Princípios e regras gerais aplicáveis ao sector público empresarial
17-Dez-2012

PARECER DA DIRECÇÃO NACIONAL DO STAL

A Direcção Nacional do STAL considera que «à semelhança do processo legislativo relativo ao Sector Empresarial Local, também neste caso estamos perante uma proposta que, mais que pretender criar um regime jurídico equilibrado que regule a normal e sã existência do Sector Público Empresarial, pretende antes pelo contrário destruir os princípios que devem enquadrar a existência de empresas públicas num Estado de Direito Democrático, subalternizando a prestação de serviços públicos essenciais à lógica economicista e de financeirização da actividade pública.»

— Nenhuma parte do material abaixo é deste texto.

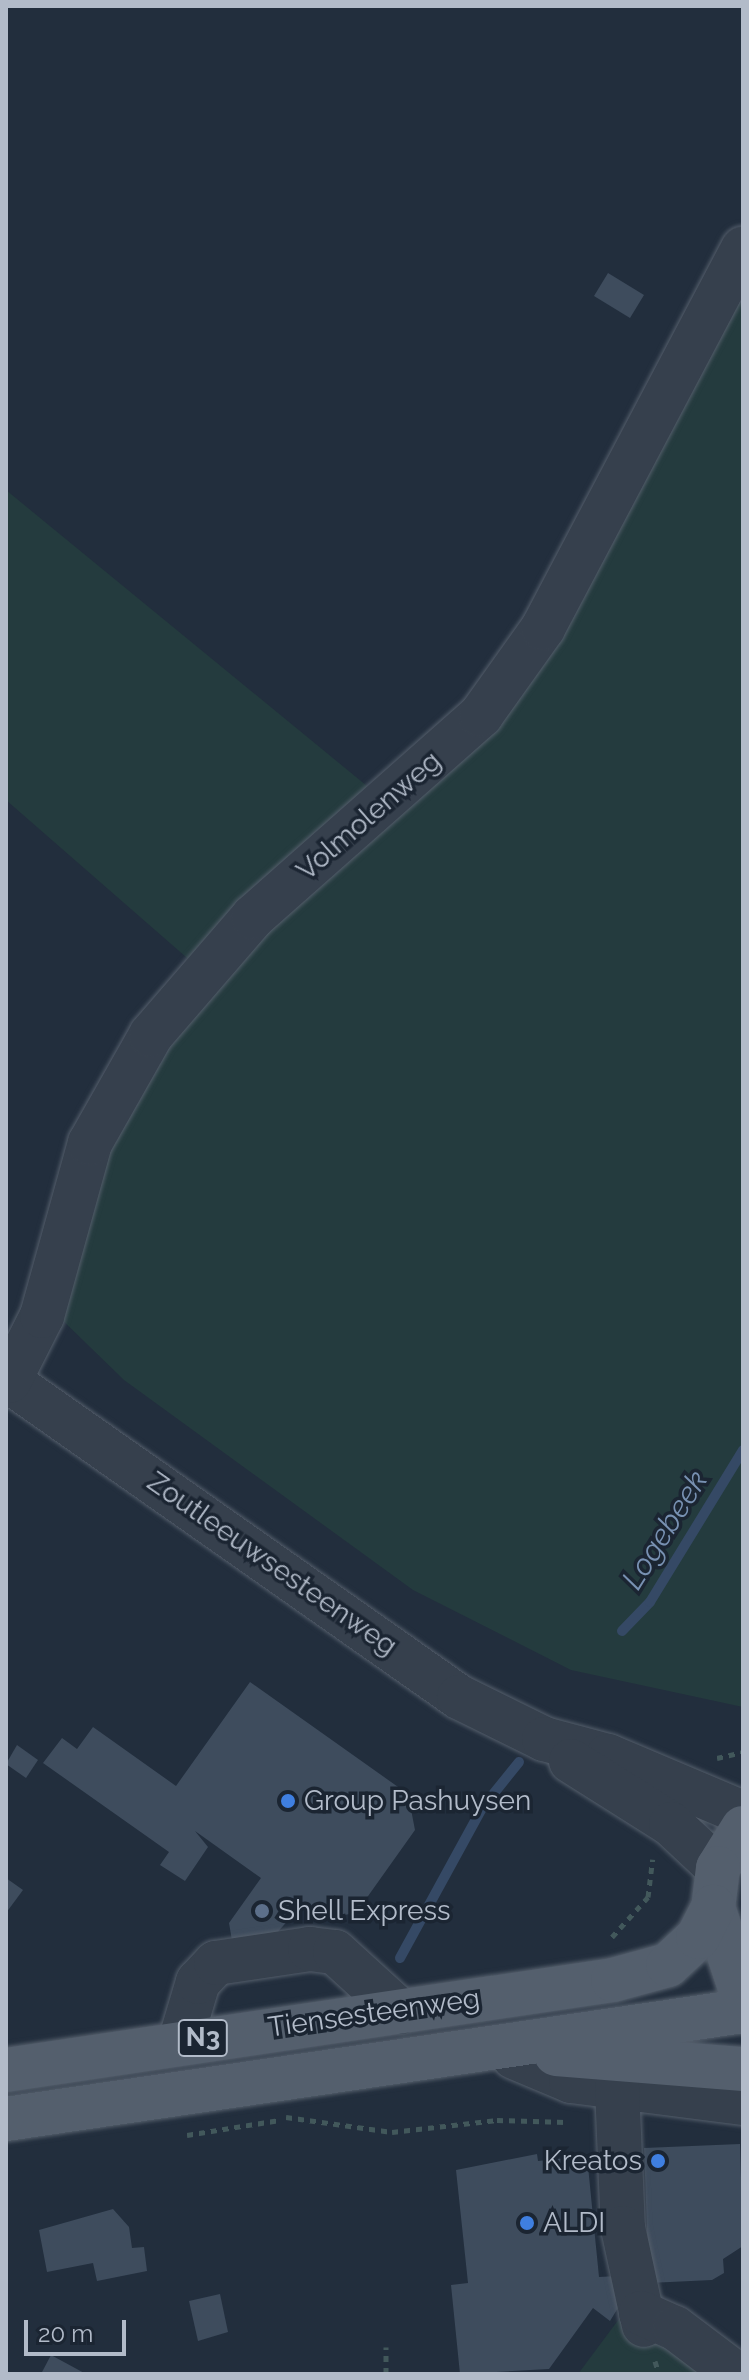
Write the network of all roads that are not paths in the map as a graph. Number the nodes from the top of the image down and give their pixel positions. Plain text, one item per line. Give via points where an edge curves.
1 (743, 249) edge
2 (7, 1380) edge
3 (544, 1739) junction
4 (743, 1813) edge
5 (743, 1828) edge
6 (716, 1888) junction
7 (743, 1997) edge
8 (743, 2011) edge
9 (401, 2012) junction
10 (180, 2042) junction
11 (454, 2052) junction
12 (514, 2057) junction
13 (743, 2069) edge
14 (6, 2070) edge
15 (617, 2087) junction
16 (743, 2103) edge
17 (6, 2119) edge
18 (736, 2374) edge

1 - 2 street, Volmolenweg via 543,628 481,715 253,917 151,1035 90,1143 42,1316
2 - 3 street, Zoutleeuwsesteenweg via 459,1697
3 - 4 street, Zoutleeuwsesteenweg via 608,1756
3 - 6 street, Zoutleeuwsesteenweg via 594,1780 671,1824
5 - 6 main road, N3
6 - 7 main road
6 - 9 main road, Tiensesteenweg / N3 via 698,1937 668,1965
8 - 11 main road, Tiensesteenweg / N3
9 - 10 main road, Tiensesteenweg / N3
9 - 10 street via 335,1952 310,1949 216,1963 198,1982
10 - 14 main road, Tiensesteenweg / N3
11 - 12 main road
11 - 17 main road, Tiensesteenweg / N3
12 - 13 main road via 622,2056
12 - 15 street via 533,2070
15 - 16 street
15 - 18 street via 623,2228 643,2319 675,2328

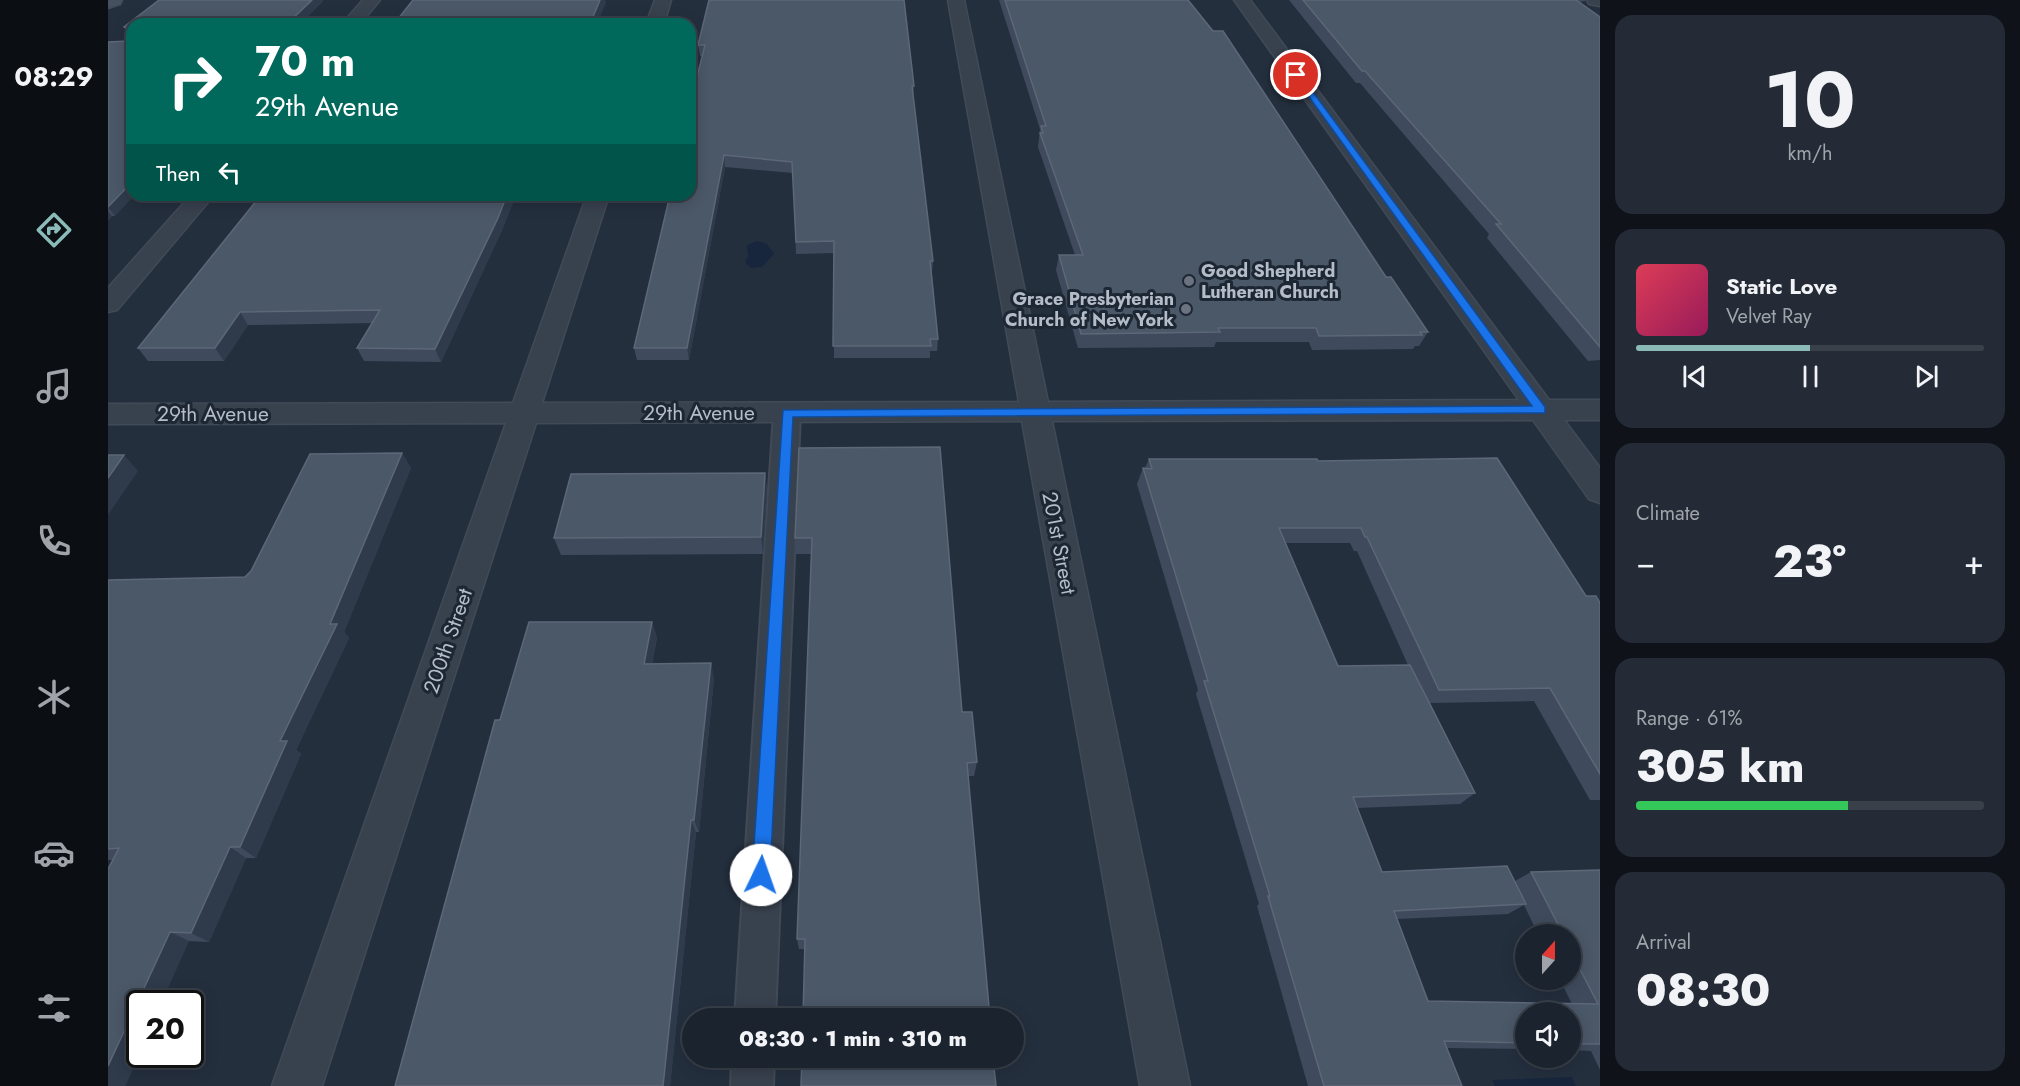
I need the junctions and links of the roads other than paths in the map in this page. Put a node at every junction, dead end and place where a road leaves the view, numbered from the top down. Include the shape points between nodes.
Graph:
1 (114, 0) edge
2 (372, 0) edge
3 (663, 0) edge
4 (956, 0) edge
5 (1242, 0) edge
6 (1594, 0) edge
7 (1600, 1) edge
8 (108, 3) edge
9 (356, 18) edge
10 (657, 18) edge
11 (198, 201) edge
12 (596, 201) edge
13 (108, 304) edge
14 (1541, 410) junction
15 (1600, 410) edge
16 (787, 412) junction
17 (1034, 412) junction
18 (108, 414) edge
19 (524, 414) junction
20 (1600, 491) edge
21 (755, 1008) edge
22 (753, 1068) edge
23 (297, 1086) edge
24 (752, 1086) edge
25 (1165, 1086) edge

1 - 8 main road
2 - 9 street
3 - 10 street
4 - 17 street, 201st Street
5 - 14 street
6 - 7 street
11 - 13 street
12 - 19 street, 200th Street
14 - 15 street, 29th Avenue
14 - 17 street, 29th Avenue
14 - 20 street
16 - 17 street, 29th Avenue
16 - 19 street, 29th Avenue
16 - 21 lane
17 - 25 street, 201st Street
18 - 19 street, 29th Avenue
19 - 23 street, 200th Street
22 - 24 lane

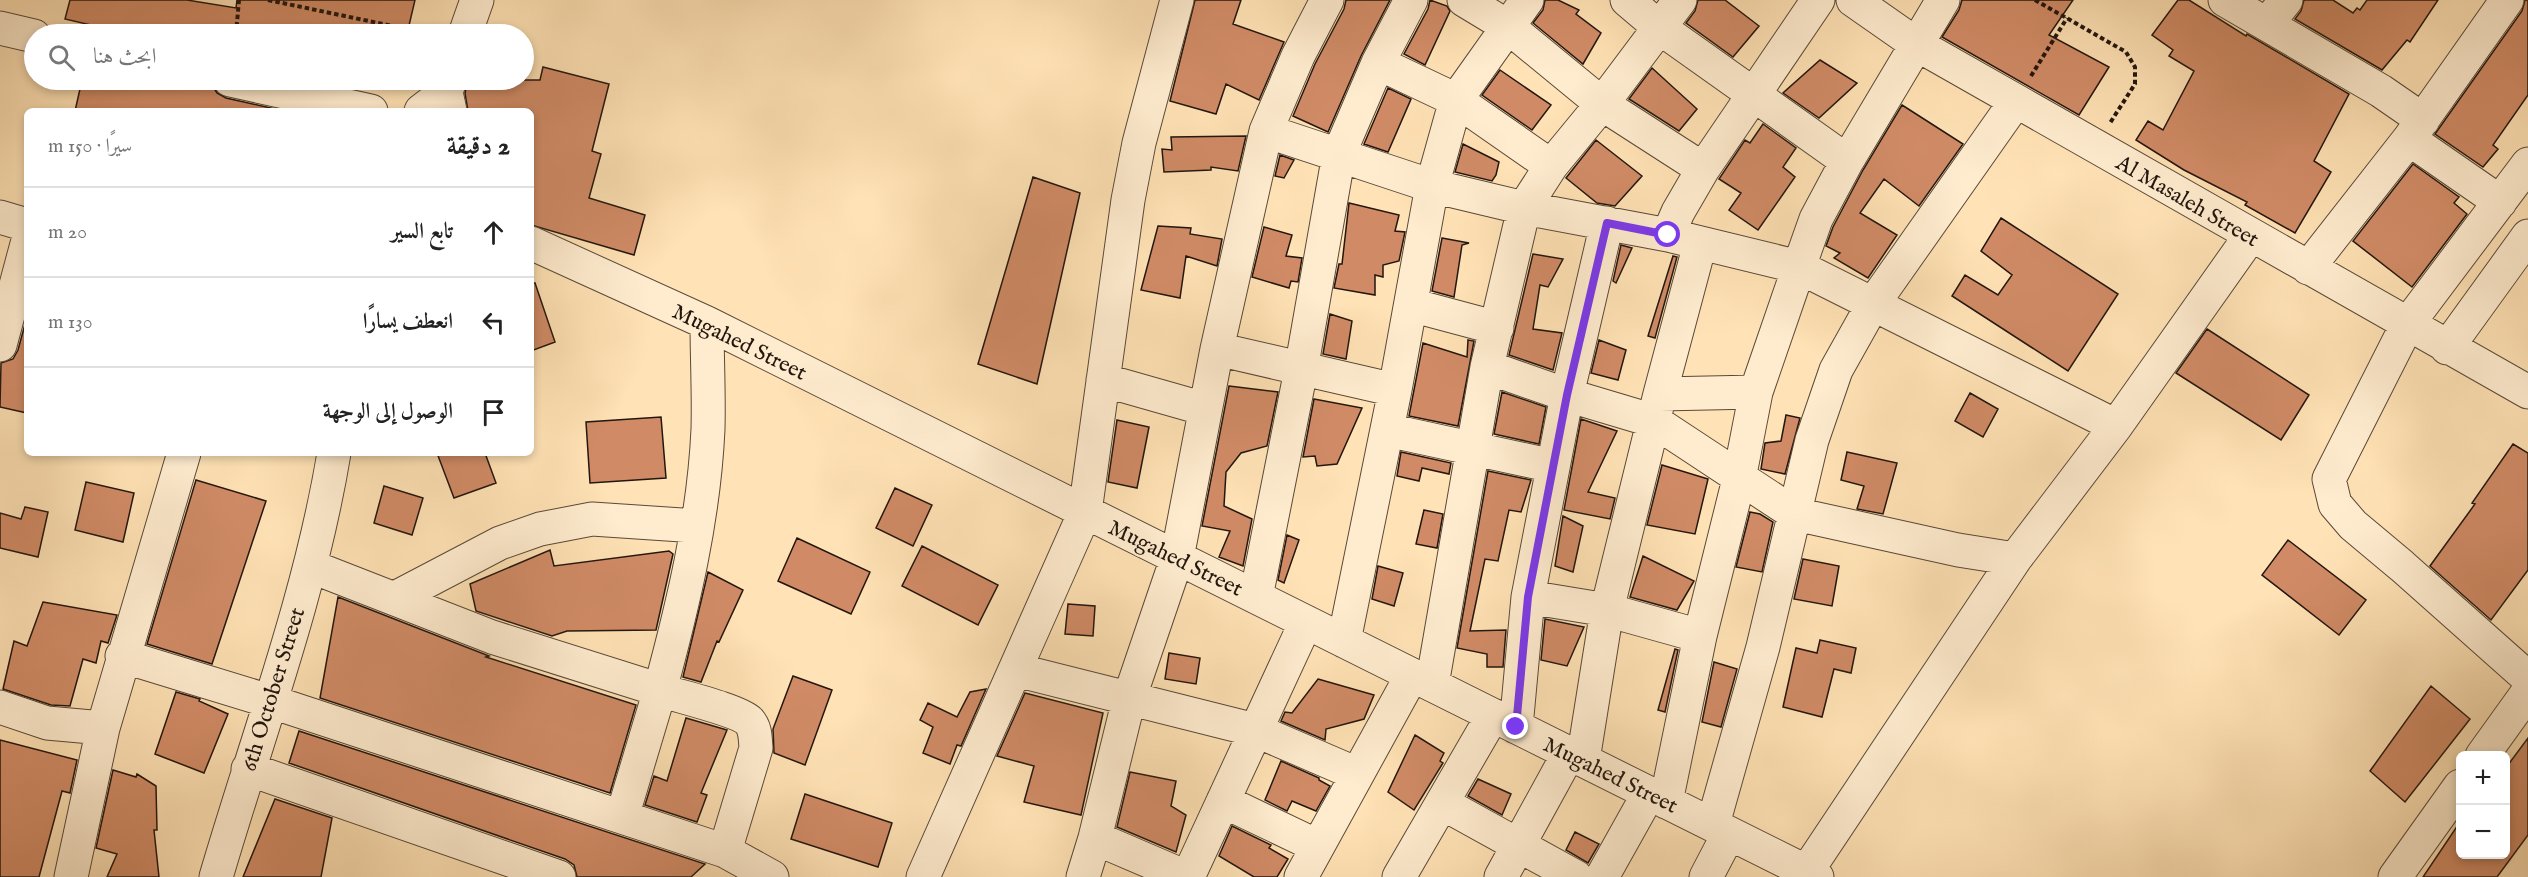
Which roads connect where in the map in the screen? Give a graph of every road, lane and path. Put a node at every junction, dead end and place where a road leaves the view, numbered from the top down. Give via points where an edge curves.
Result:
1 (239, 0) edge
2 (268, 0) edge
3 (477, 0) edge
4 (1177, 0) edge
5 (1327, 0) edge
6 (1411, 0) edge
7 (1464, 0) edge
8 (1527, 0) edge
9 (1628, 0) edge
10 (1680, 0) edge
11 (1818, 0) edge
12 (1853, 0) edge
13 (1943, 0) edge
14 (2035, 0) edge
15 (2224, 0) edge
16 (2507, 0) edge
17 (2277, 12) edge
18 (2067, 18) junction
19 (237, 24) edge
20 (383, 24) edge
21 (469, 24) edge
22 (1507, 26) junction
23 (0, 28) edge
24 (1660, 28) junction
25 (24, 34) edge
26 (1916, 44) junction
27 (1378, 63) junction
28 (275, 90) edge
29 (1753, 95) junction
30 (1456, 100) junction
31 (2016, 101) junction
32 (1602, 104) junction
33 (357, 108) edge
34 (2416, 129) junction
35 (1266, 131) junction
36 (2095, 146) junction
37 (1339, 154) junction
38 (1847, 161) junction
39 (2528, 164) edge
40 (1551, 166) junction
41 (1703, 169) junction
42 (1432, 186) junction
43 (2500, 202) junction
44 (1524, 208) junction
45 (0, 217) edge
46 (1607, 223) junction
47 (24, 224) edge
48 (1668, 235) junction
49 (2251, 235) junction
50 (2528, 236) edge
51 (534, 244) edge
52 (1700, 244) junction
53 (24, 255) edge
54 (1799, 267) junction
55 (2308, 268) junction
56 (1873, 304) junction
57 (1411, 305) junction
58 (707, 323) junction
59 (2408, 325) junction
60 (1497, 328) junction
61 (0, 345) edge
62 (2447, 348) junction
63 (1217, 349) junction
64 (1487, 367) junction
65 (1301, 370) junction
66 (1103, 380) junction
67 (1395, 390) junction
68 (1756, 392) junction
69 (2528, 392) edge
70 (1567, 395) junction
71 (1657, 407) junction
72 (1205, 409) junction
73 (2116, 426) junction
74 (1387, 430) junction
75 (1473, 448) junction
76 (183, 456) edge
77 (333, 456) edge
78 (345, 456) edge
79 (1553, 466) junction
80 (1738, 478) junction
81 (326, 501) junction
82 (1085, 512) junction
83 (1796, 514) junction
84 (697, 526) junction
85 (1177, 558) junction
86 (2015, 559) junction
87 (310, 566) junction
88 (1256, 597) junction
89 (1528, 597) junction
90 (395, 598) junction
91 (1607, 610) junction
92 (1306, 622) junction
93 (1700, 636) junction
94 (1344, 641) junction
95 (122, 657) junction
96 (1016, 670) junction
97 (2528, 678) edge
98 (1422, 680) junction
99 (660, 690) junction
100 (2528, 692) edge
101 (1129, 699) junction
102 (269, 701) junction
103 (0, 707) edge
104 (1504, 721) junction
105 (103, 728) junction
106 (1255, 730) junction
107 (2486, 751) edge
108 (1576, 757) junction
109 (248, 769) junction
110 (1357, 774) junction
111 (2456, 792) edge
112 (1658, 797) junction
113 (1223, 801) junction
114 (1442, 803) junction
115 (622, 817) junction
116 (1721, 828) junction
117 (1095, 838) junction
118 (1520, 844) junction
119 (1317, 846) junction
120 (725, 851) junction
121 (1809, 875) edge
122 (71, 877) edge
123 (216, 877) edge
124 (559, 877) edge
125 (772, 877) edge
126 (923, 877) edge
127 (1083, 877) edge
128 (1187, 877) edge
129 (1301, 877) edge
130 (1399, 877) edge
131 (1501, 877) edge
132 (1576, 877) edge
133 (1602, 877) edge
134 (1706, 877) edge
135 (2395, 877) edge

No parecer enviado à Assembleia da República e elaborado no âmbito do processo de discussão pública da Proposta de Lei n.º 106/XII que autoriza o Governo a aprovar os princípios e regras gerais aplicáveis ao sector público empresarial, incluindo as bases gerais do estatuto das empresas públicas, bem como a alterar os regimes jurídicos do sector empresarial do Estado e das empresas públicas e a complementar o regime jurídico da actividade empresarial local e das participações locais, o STAL considera que esta Proposta de Lei assume «não apenas o papel derrogatório de convenções internacionais celebradas pelo Estado Português mas representa também um ataque profundo à própria Democracia que, num Estado de Direito Democrático, não pode deixar de sofrer com uma proposta que fere gravemente o Direito do Trabalho nos seus mais fundamentais princípios orientadores.»

O sindicato considera ainda que se impõe uma mudança dos paradigmas seguidos, promovendo-se a afirmação clara que qualquer reforma deste sector terá que passar por uma remunicipalização destes serviços públicos essenciais para a vida das populações e motor de desenvolvimento local e regional, que não podem ser analisados sob a perspectiva economicista crua da necessidade da prossecução do lucro a todo custo, contra os interesses de trabalhadores, populações e do País, contra o interesse afinal da própria democracia participativa, que tem que deixar de ser palavra vã para adornar discursos de ocasião e ganhar sentido efectivo.